[LISTED ENTRIES — start]

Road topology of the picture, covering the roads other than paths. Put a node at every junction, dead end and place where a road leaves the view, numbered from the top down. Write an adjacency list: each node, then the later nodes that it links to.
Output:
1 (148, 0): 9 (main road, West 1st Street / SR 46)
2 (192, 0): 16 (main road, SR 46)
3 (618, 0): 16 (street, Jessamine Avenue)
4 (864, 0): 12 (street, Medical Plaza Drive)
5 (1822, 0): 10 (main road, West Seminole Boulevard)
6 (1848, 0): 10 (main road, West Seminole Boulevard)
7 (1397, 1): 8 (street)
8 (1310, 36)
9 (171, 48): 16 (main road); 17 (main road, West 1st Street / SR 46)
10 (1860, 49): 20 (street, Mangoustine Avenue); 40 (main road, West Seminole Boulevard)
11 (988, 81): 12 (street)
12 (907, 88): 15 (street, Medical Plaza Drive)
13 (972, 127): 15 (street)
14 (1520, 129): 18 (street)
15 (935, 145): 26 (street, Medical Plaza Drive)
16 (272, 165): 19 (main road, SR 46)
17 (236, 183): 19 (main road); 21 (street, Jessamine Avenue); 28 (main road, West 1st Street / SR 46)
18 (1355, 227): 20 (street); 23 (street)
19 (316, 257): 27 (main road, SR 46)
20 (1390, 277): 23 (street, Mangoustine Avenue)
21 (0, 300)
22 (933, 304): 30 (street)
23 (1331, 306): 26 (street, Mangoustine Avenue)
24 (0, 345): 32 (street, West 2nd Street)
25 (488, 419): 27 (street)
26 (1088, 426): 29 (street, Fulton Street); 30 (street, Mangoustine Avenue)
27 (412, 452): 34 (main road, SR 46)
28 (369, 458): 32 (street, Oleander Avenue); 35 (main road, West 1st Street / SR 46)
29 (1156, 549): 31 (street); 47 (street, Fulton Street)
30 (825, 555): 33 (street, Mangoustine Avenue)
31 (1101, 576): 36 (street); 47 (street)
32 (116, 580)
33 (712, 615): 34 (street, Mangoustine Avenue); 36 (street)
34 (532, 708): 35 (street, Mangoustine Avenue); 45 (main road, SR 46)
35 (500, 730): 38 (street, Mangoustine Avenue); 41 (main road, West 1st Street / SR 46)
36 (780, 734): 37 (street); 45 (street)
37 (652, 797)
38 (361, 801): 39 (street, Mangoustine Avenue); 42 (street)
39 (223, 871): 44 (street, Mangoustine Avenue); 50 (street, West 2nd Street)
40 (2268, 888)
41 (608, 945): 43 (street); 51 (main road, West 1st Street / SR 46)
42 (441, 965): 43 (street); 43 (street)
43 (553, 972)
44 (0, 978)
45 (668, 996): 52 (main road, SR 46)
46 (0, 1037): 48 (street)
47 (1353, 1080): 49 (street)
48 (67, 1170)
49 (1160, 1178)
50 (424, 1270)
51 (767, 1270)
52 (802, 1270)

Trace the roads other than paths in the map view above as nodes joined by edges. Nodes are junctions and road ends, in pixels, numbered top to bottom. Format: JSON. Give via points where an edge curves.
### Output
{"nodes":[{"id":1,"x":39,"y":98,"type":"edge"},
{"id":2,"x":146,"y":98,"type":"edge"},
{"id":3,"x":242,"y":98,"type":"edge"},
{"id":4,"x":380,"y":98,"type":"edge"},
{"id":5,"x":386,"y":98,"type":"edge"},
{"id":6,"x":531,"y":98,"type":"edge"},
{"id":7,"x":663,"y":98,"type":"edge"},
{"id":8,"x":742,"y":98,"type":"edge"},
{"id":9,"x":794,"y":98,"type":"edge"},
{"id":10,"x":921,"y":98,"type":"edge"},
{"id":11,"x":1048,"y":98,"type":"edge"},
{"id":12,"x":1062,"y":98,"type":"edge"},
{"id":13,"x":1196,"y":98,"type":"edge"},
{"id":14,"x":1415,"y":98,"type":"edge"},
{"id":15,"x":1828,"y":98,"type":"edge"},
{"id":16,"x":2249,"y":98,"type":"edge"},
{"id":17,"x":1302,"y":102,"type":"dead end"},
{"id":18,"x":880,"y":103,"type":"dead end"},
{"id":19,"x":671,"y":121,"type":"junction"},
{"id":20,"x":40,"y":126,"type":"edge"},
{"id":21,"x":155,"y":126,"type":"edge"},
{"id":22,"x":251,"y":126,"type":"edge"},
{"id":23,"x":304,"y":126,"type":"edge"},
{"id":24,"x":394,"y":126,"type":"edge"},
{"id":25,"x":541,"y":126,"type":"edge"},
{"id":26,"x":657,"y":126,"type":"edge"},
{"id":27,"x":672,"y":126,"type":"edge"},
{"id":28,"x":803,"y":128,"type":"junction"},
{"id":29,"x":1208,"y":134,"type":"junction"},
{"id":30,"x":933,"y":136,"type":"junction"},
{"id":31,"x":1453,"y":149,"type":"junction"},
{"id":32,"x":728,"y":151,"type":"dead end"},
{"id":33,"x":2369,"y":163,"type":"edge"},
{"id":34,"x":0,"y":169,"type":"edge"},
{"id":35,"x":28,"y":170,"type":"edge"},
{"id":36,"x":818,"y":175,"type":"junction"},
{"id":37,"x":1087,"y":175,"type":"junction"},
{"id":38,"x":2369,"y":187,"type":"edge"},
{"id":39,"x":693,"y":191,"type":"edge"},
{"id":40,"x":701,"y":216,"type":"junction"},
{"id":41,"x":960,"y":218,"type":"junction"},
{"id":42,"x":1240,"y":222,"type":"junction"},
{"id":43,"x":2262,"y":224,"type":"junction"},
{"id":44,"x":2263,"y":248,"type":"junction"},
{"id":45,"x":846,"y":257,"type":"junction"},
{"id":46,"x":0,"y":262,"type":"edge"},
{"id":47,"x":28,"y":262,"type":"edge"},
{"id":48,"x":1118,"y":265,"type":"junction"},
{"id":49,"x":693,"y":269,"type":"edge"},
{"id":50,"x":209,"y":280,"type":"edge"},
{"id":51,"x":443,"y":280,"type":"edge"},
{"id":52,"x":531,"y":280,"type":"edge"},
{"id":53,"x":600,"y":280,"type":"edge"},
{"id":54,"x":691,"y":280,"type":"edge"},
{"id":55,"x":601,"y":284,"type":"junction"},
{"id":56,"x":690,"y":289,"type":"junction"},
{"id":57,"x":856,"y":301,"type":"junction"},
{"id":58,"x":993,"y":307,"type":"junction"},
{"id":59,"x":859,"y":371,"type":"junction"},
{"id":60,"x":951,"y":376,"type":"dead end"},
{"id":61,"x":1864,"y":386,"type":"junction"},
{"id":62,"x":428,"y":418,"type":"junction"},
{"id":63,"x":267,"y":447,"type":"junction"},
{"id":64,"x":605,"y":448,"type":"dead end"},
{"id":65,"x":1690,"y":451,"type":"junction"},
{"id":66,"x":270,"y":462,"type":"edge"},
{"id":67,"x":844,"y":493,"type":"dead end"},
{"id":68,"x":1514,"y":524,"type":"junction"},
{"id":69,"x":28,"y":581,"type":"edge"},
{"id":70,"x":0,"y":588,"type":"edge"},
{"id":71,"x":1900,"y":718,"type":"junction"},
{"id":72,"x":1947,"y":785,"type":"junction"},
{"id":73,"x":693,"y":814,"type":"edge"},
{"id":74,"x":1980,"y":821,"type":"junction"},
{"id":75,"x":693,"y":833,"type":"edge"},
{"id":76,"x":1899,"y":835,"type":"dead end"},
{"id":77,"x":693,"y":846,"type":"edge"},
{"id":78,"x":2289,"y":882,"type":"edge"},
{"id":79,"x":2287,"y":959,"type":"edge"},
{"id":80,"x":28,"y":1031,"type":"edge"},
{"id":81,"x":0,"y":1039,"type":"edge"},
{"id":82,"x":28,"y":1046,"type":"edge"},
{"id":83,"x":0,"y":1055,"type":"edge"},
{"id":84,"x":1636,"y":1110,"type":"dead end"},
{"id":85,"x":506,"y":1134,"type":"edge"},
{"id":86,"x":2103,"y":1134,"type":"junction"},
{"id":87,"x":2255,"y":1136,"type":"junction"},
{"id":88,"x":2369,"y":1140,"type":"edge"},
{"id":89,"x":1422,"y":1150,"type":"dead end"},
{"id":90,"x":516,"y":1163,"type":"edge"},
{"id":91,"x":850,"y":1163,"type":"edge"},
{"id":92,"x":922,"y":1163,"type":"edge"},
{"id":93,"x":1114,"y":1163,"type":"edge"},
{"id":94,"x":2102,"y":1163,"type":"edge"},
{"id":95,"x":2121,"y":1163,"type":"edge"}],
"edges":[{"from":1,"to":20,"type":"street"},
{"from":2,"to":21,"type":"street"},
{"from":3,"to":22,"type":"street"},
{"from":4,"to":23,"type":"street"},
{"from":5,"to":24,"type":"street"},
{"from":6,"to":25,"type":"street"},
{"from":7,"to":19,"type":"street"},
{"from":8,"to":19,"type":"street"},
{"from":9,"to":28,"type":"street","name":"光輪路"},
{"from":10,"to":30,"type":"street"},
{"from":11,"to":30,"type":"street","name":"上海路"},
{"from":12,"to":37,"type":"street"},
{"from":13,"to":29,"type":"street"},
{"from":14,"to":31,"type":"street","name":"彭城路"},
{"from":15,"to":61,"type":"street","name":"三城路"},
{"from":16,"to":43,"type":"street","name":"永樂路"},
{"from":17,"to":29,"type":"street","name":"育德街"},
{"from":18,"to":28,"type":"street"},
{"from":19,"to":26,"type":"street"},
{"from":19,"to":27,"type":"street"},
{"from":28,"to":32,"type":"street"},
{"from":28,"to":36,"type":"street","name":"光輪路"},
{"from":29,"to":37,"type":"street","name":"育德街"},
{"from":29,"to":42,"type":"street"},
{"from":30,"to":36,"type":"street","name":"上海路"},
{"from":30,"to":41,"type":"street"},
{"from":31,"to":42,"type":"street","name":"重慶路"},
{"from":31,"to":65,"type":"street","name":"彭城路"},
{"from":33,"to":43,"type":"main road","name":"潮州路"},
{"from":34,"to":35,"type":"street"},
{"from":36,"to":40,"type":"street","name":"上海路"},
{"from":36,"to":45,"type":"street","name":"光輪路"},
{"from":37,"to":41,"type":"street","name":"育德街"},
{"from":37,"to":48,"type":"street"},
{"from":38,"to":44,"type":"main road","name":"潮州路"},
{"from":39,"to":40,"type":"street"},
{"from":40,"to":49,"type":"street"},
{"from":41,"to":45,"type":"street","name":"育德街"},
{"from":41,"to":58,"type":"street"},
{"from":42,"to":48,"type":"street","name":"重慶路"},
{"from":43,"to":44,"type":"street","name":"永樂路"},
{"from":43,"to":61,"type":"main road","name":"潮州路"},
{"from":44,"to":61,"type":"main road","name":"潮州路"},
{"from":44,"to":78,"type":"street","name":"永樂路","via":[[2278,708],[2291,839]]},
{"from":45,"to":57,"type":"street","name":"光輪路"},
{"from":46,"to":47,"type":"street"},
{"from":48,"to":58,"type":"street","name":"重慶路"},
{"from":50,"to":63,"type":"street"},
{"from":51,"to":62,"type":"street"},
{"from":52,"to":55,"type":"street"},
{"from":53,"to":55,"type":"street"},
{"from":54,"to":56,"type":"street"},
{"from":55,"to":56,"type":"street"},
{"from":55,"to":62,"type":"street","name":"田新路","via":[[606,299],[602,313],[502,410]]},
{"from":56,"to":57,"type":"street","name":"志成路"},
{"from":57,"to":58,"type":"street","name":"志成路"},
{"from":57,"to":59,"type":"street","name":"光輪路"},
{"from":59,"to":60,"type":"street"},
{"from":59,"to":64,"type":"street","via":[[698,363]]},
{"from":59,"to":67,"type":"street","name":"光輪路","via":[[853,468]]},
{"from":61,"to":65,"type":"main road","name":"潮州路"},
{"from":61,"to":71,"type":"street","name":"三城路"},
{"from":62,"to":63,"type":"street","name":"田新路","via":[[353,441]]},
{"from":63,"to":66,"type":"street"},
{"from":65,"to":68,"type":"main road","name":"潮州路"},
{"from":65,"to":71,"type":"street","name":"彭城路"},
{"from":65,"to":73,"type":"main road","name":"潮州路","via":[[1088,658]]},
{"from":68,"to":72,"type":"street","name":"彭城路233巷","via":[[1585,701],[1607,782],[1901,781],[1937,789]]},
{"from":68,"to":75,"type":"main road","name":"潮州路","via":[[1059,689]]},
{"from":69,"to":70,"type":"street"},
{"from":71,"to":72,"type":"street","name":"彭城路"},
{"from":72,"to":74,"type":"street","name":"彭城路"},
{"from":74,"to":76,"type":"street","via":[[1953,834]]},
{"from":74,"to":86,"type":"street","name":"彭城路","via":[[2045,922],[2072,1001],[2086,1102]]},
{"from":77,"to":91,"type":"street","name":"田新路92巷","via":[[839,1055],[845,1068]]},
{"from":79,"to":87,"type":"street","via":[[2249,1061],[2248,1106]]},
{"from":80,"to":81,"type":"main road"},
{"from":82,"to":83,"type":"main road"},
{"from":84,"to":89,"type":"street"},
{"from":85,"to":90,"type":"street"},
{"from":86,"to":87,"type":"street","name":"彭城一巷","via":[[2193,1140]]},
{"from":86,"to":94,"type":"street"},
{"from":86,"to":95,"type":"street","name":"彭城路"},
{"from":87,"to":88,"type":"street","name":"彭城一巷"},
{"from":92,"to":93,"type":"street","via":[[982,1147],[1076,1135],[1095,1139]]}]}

[LISTED ENTRIES — finish]

PROBLEM DESCRIPTION: Within the data, how many lines hold the string "Seminole"? Answer with the number and nothing more.

OUTPUT FOR THIS EXERCISE: 3